El libro reúne a militantes, corresponsales, artistas y militares que encarnaron proyectos antagónicos y terminaron coincidiendo en España. Entre quienes llegaron al país con experiencias revolucionarias previas figuran Carl Einstein, Teresa Noce, Ernst Toller, John Heartfield, Vladímir Antónov-Ovséyenko y Mijaíl Koltsov.
Del otro lado aparecen nombres asociados a la intervención alemana en la guerra, como Willian Faupel, Hugo Sperrle y Wolfram von Richthofen, todos vinculados a la experiencia bélica de 1914 y al primer nazismo. Su presencia subraya que la contienda española no fue un episodio aislado, sino un escenario donde desembocaron redes, aprendizajes y estrategias acumuladas durante dos décadas.
También irrumpen figuras menos previsibles, como Sofía Casanova, la periodista que viajó a Rusia para cubrir la revolución y terminó escribiendo desde el ABC de Sevilla en apoyo de las tropas sublevadas. El libro la recupera como parte de una constelación más amplia de personajes cuya trayectoria desmiente cualquier lectura lineal del período.
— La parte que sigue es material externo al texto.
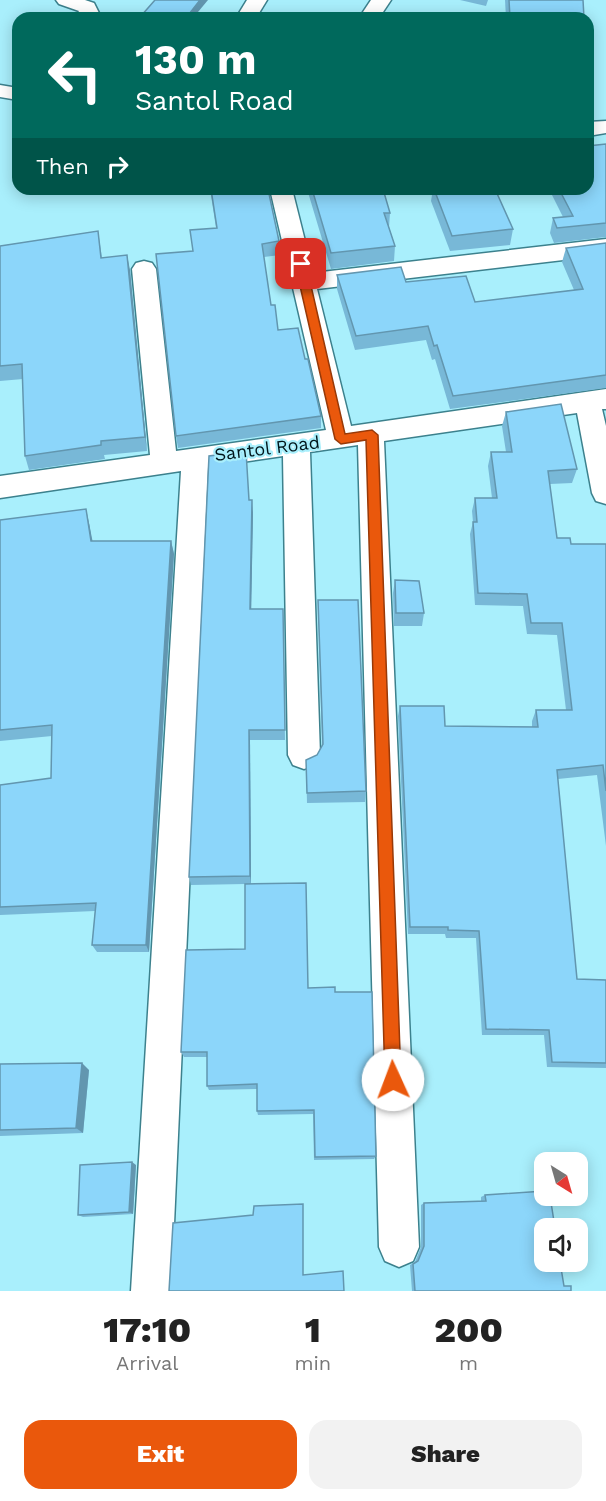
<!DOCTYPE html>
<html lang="en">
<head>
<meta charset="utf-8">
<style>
	body { margin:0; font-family:"Work Sans",sans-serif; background:#f2f2f2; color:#222; height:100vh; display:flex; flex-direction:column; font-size:22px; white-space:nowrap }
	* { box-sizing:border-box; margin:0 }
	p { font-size:20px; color:#767676 }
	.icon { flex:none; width:33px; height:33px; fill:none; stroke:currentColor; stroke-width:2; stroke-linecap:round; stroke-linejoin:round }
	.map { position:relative; height:1291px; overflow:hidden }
	.drawer { display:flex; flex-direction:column; background:#fff; flex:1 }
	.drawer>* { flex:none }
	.guide { position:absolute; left:12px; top:12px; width:582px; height:183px; border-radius:18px; box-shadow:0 3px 15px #0003; background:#00695c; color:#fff; overflow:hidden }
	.needle { width:39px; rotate:143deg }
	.tools { position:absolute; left:534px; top:1152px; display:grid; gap:12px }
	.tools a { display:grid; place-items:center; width:54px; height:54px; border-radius:12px; background:#fff; box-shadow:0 3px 15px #0003; font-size:30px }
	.pin { position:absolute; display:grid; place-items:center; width:51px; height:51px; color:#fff; margin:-26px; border-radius:12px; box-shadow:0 3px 9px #0006 }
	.me { position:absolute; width:66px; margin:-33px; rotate:358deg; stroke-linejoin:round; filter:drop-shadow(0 0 4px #0008) }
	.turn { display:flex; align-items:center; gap:21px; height:126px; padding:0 24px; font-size:27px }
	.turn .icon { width:78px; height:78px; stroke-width:2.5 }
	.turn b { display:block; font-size:42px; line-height:51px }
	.then { display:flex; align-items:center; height:57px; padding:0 24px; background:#0003; gap:12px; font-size:22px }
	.eta { display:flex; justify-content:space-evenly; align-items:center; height:102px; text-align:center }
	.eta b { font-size:36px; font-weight:800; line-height:42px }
	.cta { display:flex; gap:12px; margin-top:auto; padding:12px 24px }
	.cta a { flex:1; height:69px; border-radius:18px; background:#ea580c; color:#fff; font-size:24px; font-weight:800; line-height:69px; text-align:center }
	.cta a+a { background:#f2f2f2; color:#222 }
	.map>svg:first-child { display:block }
</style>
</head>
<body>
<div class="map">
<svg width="606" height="1291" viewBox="0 0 606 1291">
	<rect width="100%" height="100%" fill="#a9effc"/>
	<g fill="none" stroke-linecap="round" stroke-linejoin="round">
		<g stroke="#3c818d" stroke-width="3">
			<g id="minor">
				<path d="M56,0H85L94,3L99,13L95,18H75L79,11L59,4Z"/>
				<path d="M247,0H267L256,18H236Z"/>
				<path d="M371,0H391L379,18H359Z"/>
				<path d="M0,85L18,88V100L0,97Z"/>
				<path d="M606,121V133L588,136V122Z"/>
				<path d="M270,189H292L313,273L606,239V255L317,289L351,426L606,389V409H602L606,426V504L596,501L592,493L577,413L384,441L419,1247L413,1261L399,1267L385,1261L379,1247L358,445L310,452L320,755L315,765L304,769L293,765L288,755L283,456L208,467L171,1291H131L181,471L0,498V476L150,455L132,269L136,263L144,261L152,263L156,269L176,451L326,430Z"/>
			</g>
		</g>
		<use href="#minor" fill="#fff" fill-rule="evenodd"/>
	</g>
	<g fill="#78b8d7">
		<path d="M460,0H488L486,6Z"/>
		<path d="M505,0H583L584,18H506Z"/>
		<path d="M606,144V237L554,243L550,233L553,218L563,217L549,189H588Z"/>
		<path d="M210,189H268L279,241L280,255L264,257L271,305L278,330L305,359L321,416V428L178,448L176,436L193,251L216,228Z"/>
		<path d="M307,189H383L390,213L389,227L395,246L394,261L331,269Z"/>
		<path d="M433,189H495L513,229L510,245L450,251L431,201Z"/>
		<path d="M98,231L102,258L130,270L147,451L104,455L105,459L29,470L25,456L23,379L0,381V246Z"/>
		<path d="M606,243V388L450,409L435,359L432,360L426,340L355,350L337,289V275L406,282L475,302L574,290L562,262L566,248Z"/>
		<path d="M506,412L577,469L572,483L550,484L557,538L571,544H606V846L597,775L558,779L577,979L606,980V1068L547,1067L544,1035H482L476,938H446L445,934H408L398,716L400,706L445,726L532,727V721L536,710H566L557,635L527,634L523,606L475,605L470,534L473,522L472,511L475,498H492L488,466L491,452H506L502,426Z"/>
		<path d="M249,500L253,513L251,609H283L285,740H250L251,884L308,988L335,992L376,1156L374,1159L314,1160L313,1114L258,1115L257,1111V1089L209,1090L207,1086V1057H184L181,1052L245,949V884L191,885L189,877Z"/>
		<path d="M0,520L89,523L92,541H171L174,554L149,952H97L92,945L95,911L0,915V785L51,778L52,736L0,741Z"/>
		<path d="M395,580L424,613L422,626H394L393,593Z"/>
		<path d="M318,600L366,791L365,802L307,803L306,760L317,755L322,746Z"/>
		<path d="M0,1064L89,1070L83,1133L0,1136Z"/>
		<path d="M136,1165L133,1214L83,1217L78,1215Z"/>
		<path d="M485,1195L564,1286L571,1291H412L410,1265L415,1262L421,1247V1205L424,1203L481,1201V1197Z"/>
	</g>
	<g fill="#6296af">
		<path d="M200,0H208L193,18H186Z"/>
		<path d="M127,255L130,270L147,451L145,437Z"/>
		<path d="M252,500L253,513L251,620L250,609Z"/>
		<path d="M86,509L89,523L95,554L91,541Z"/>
		<path d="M171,541L174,554L149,952L146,945Z"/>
		<path d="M249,730L250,740L251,884L250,876Z"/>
		<path d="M82,1063L89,1070L83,1133L76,1128Z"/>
		<path d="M132,1162L136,1165L133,1214L129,1212Z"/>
	</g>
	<g fill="#8cd6fa" stroke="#6296af" stroke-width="1.5">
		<path d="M155,0H200L186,18H157L141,16Z"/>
		<path d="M509,0H583L584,18H510Z"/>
		<path d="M606,144V223L557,228L553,218L573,216L559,189H588V146Z"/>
		<path d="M211,189H268L279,241L262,244L271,305H275L278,330L298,328L305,359H308L321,416L176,436L156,254L193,251L190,230L217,228Z"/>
		<path d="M312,189H383L390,213H384L395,246L331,253Z"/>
		<path d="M434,189H495L513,229L452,236Z"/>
		<path d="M98,231L101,258L127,255L145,437L101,441V445L25,456L22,364L0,366V246Z"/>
		<path d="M606,243V375L453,396L437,345L434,346L428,326L356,336L337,275L401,267L406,282L466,276L475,302L583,289L566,248Z"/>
		<path d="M561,404L577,469L548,471L557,538H570L571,544H606V791L603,765L557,770L577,979L606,980V1063L552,1062L549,1030L486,1029L479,931L448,930V927H410L400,706H444L445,726L538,727L536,710H572L562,623H531L527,594L478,593L473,522H477L475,498H497L491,452H512L506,412Z"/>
		<path d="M246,451L249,500H252L250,609H283L285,730H249L250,876L189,877L209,456Z"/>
		<path d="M86,509L91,541H171L146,945H92L96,903L0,907V785L51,778L52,725L0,730V520Z"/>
		<path d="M395,580L419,581L424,613H396Z"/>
		<path d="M318,600H358L366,791L307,793L306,760L317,755L323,744Z"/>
		<path d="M306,883L308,988L335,987V992H372L376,1156L315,1157L314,1110L257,1111V1084L207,1086V1052H181L186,950L245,949V884Z"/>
		<path d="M82,1063L76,1128L0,1130V1064Z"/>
		<path d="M132,1162L129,1212L78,1215L80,1165Z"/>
		<path d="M544,1191V1196H550L555,1228H544V1262H560L564,1286H571V1291H415L413,1264L418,1261L424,1246V1203L486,1201L485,1195Z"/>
		<path d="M303,1204V1275L343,1271L344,1291H169L173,1223L253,1215L254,1206Z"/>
	</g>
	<path fill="#ea580c" stroke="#983908" stroke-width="1.5" d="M301,260L306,264L345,434L372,430L378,435L401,1080L399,1086L393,1088L387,1086L385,1080L366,440L341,444L335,439L295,264Z"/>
	<g text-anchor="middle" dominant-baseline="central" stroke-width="4.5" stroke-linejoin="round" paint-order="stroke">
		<g font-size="18" fill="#00151a" stroke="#a9effc">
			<text transform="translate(267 448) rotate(-7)">Santol Road</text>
		</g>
	</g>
</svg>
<div class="tools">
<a><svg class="needle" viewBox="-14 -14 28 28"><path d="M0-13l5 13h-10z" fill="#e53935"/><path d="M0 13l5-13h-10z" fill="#767676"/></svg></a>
<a><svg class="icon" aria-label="sound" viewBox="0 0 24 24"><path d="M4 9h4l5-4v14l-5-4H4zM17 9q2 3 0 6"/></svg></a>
</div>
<div class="pin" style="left:301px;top:264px;background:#d93025"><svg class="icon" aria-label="arrive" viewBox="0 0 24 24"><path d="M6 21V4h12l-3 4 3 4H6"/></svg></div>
<svg class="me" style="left:393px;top:1080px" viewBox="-20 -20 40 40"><circle r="19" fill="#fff"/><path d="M0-13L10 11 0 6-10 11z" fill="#ea580c"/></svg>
<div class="guide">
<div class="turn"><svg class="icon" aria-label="left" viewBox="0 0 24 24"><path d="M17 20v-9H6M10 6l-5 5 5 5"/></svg><div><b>130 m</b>Santol Road</div></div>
<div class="then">Then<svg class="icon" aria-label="right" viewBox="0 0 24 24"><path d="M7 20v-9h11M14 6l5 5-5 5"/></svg></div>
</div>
</div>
<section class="drawer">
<div class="eta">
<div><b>17:10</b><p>Arrival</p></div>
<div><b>1</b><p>min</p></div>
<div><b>200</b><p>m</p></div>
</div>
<div class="cta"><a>Exit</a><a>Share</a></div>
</section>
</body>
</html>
La lógica de esas apariciones y desapariciones responde a una idea de fondo: la historia desborda a sus protagonistas, pero también queda marcada por ellos. Esa circulación intermitente de vidas individuales dentro de un proceso colectivo es uno de los mecanismos narrativos que sostienen el volumen.

En uno de los pasajes citados, Andrade analiza la movilización fascista de masas a partir de un discurso “sin contenido pero lleno de rechazo y odio”. También examina la apropiación de palabras ligadas a la tradición emancipadora, vaciadas de su sentido original para ser reutilizadas por el fascismo con una carga opuesta: si entonces fue “revolución”, ahora es “libertad”.
La respuesta que propone el libro a la pregunta por la vigencia de aquel pasado es directa: las revoluciones fracasaron, ya fuera por la derrota impuesta por la maquinaria represiva del Estado o por su institucionalización y deriva totalizante, pero aun así “crearon condiciones para la conquista de derechos y libertades”. Entre esos legados, el texto menciona el sufragio universal y la reducción de la jornada laboral.
Ese vínculo entre derrotas históricas y conquistas duraderas es una de las razones por las que la obra no se agota en la reconstrucción del pasado europeo. El libro sitúa al lector ante las ruinas, materiales y simbólicas, sobre las que se levantó el presente y desde las que todavía se discuten sus posibilidades de transformación.